(Dataset entries)
────

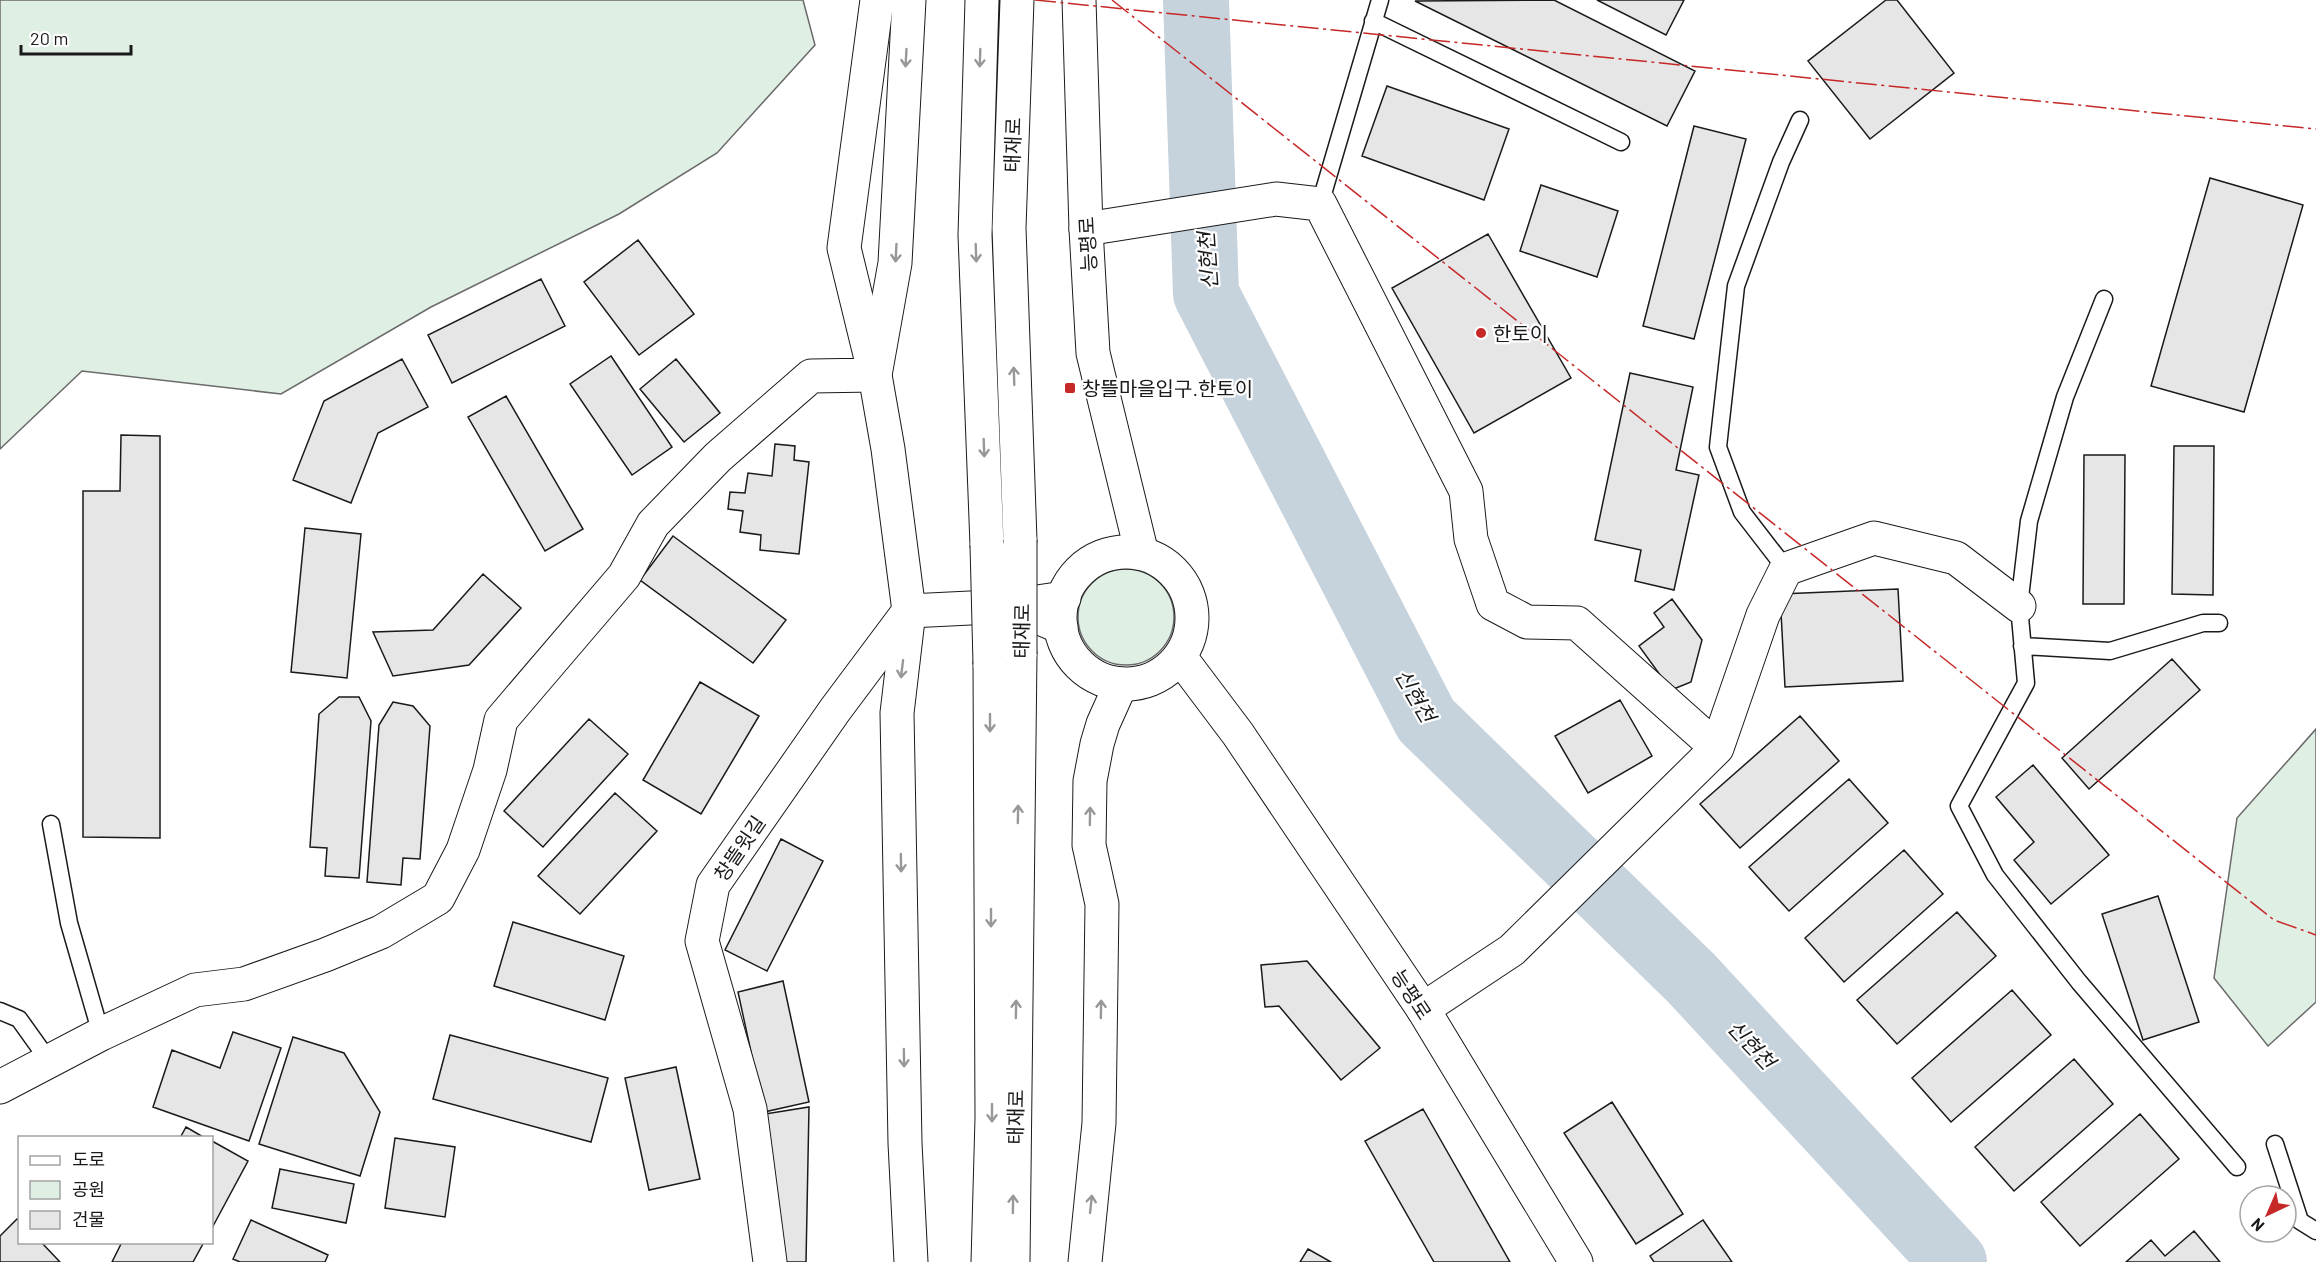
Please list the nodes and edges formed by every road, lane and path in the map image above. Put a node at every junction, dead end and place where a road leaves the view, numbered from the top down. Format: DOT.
graph roads {
  1 [pos="877,0"];
  2 [pos="909,0"];
  3 [pos="982,0"];
  4 [pos="1017,0"];
  5 [pos="1079,0"];
  6 [pos="1380,0"];
  7 [pos="1373,21"];
  8 [pos="1800,120"];
  9 [pos="1622,142"];
  10 [pos="1320,204"];
  11 [pos="1086,229"];
  12 [pos="2104,299"];
  13 [pos="875,375"];
  14 [pos="1129,553"];
  15 [pos="1785,569"];
  16 [pos="2019,606"];
  17 [pos="909,611"];
  18 [pos="1062,613"];
  19 [pos="2219,623"];
  20 [pos="2022,646"];
  21 [pos="1005,659"];
  22 [pos="1169,666"];
  23 [pos="1121,684"];
  24 [pos="1717,748"];
  25 [pos="51,824"];
  26 [pos="1423,1009"];
  27 [pos="0,1011"];
  28 [pos="101,1034"];
  29 [pos="49,1061"];
  30 [pos="0,1087"];
  31 [pos="2275,1144"];
  32 [pos="2237,1167"];
  33 [pos="2316,1231"];
  34 [pos="770,1262"];
  35 [pos="911,1262"];
  36 [pos="988,1262"];
  37 [pos="1013,1262"];
  38 [pos="1085,1262"];
  39 [pos="1576,1262"];
  1 -- 13 [label="main road"];
  2 -- 13 [label="main road, one-way"];
  3 -- 21 [label="main road, 태재로, one-way, bridge"];
  21 -- 4 [label="main road, 태재로, one-way, bridge"];
  5 -- 11 [label="main road, 능평로"];
  6 -- 7 [label="lane"];
  7 -- 9 [label="lane"];
  7 -- 10 [label="lane"];
  8 -- 15 [label="lane"];
  10 -- 11 [label="main road"];
  10 -- 24 [label="main road"];
  11 -- 14 [label="main road, 능평로"];
  12 -- 16 [label="lane"];
  13 -- 17 [label="main road"];
  13 -- 28 [label="main road"];
  14 -- 18 [label="main road"];
  14 -- 22 [label="main road"];
  15 -- 16 [label="main road"];
  15 -- 24 [label="main road"];
  16 -- 20 [label="lane"];
  17 -- 18 [label="main road"];
  17 -- 34 [label="main road, 창뜰윗길"];
  17 -- 35 [label="main road, one-way"];
  18 -- 23 [label="main road"];
  19 -- 20 [label="lane"];
  20 -- 32 [label="lane"];
  21 -- 36 [label="main road, 태재로, one-way"];
  37 -- 21 [label="main road, 태재로, one-way"];
  22 -- 23 [label="main road"];
  22 -- 26 [label="main road, 능평로"];
  38 -- 23 [label="main road, one-way"];
  24 -- 26 [label="main road"];
  25 -- 28 [label="lane"];
  26 -- 39 [label="main road, 능평로"];
  27 -- 29 [label="lane"];
  28 -- 29 [label="main road"];
  29 -- 30 [label="main road"];
  31 -- 33 [label="lane"];
}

────

You need to copy every entry exactly, taking out only the pictures.

Please list the nodes and edges formed by every road, lane and path in the map image above. Put a node at every junction, dead end and place where a road leaves the view, numbered from the top down. Format: DOT.
graph roads {
  1 [pos="877,0"];
  2 [pos="909,0"];
  3 [pos="982,0"];
  4 [pos="1017,0"];
  5 [pos="1079,0"];
  6 [pos="1380,0"];
  7 [pos="1373,21"];
  8 [pos="1800,120"];
  9 [pos="1622,142"];
  10 [pos="1320,204"];
  11 [pos="1086,229"];
  12 [pos="2104,299"];
  13 [pos="875,375"];
  14 [pos="1129,553"];
  15 [pos="1785,569"];
  16 [pos="2019,606"];
  17 [pos="909,611"];
  18 [pos="1062,613"];
  19 [pos="2219,623"];
  20 [pos="2022,646"];
  21 [pos="1005,659"];
  22 [pos="1169,666"];
  23 [pos="1121,684"];
  24 [pos="1717,748"];
  25 [pos="51,824"];
  26 [pos="1423,1009"];
  27 [pos="0,1011"];
  28 [pos="101,1034"];
  29 [pos="49,1061"];
  30 [pos="0,1087"];
  31 [pos="2275,1144"];
  32 [pos="2237,1167"];
  33 [pos="2316,1231"];
  34 [pos="770,1262"];
  35 [pos="911,1262"];
  36 [pos="988,1262"];
  37 [pos="1013,1262"];
  38 [pos="1085,1262"];
  39 [pos="1576,1262"];
  1 -- 13 [label="main road"];
  2 -- 13 [label="main road, one-way"];
  3 -- 21 [label="main road, 태재로, one-way, bridge"];
  21 -- 4 [label="main road, 태재로, one-way, bridge"];
  5 -- 11 [label="main road, 능평로"];
  6 -- 7 [label="lane"];
  7 -- 9 [label="lane"];
  7 -- 10 [label="lane"];
  8 -- 15 [label="lane"];
  10 -- 11 [label="main road"];
  10 -- 24 [label="main road"];
  11 -- 14 [label="main road, 능평로"];
  12 -- 16 [label="lane"];
  13 -- 17 [label="main road"];
  13 -- 28 [label="main road"];
  14 -- 18 [label="main road"];
  14 -- 22 [label="main road"];
  15 -- 16 [label="main road"];
  15 -- 24 [label="main road"];
  16 -- 20 [label="lane"];
  17 -- 18 [label="main road"];
  17 -- 34 [label="main road, 창뜰윗길"];
  17 -- 35 [label="main road, one-way"];
  18 -- 23 [label="main road"];
  19 -- 20 [label="lane"];
  20 -- 32 [label="lane"];
  21 -- 36 [label="main road, 태재로, one-way"];
  37 -- 21 [label="main road, 태재로, one-way"];
  22 -- 23 [label="main road"];
  22 -- 26 [label="main road, 능평로"];
  38 -- 23 [label="main road, one-way"];
  24 -- 26 [label="main road"];
  25 -- 28 [label="lane"];
  26 -- 39 [label="main road, 능평로"];
  27 -- 29 [label="lane"];
  28 -- 29 [label="main road"];
  29 -- 30 [label="main road"];
  31 -- 33 [label="lane"];
}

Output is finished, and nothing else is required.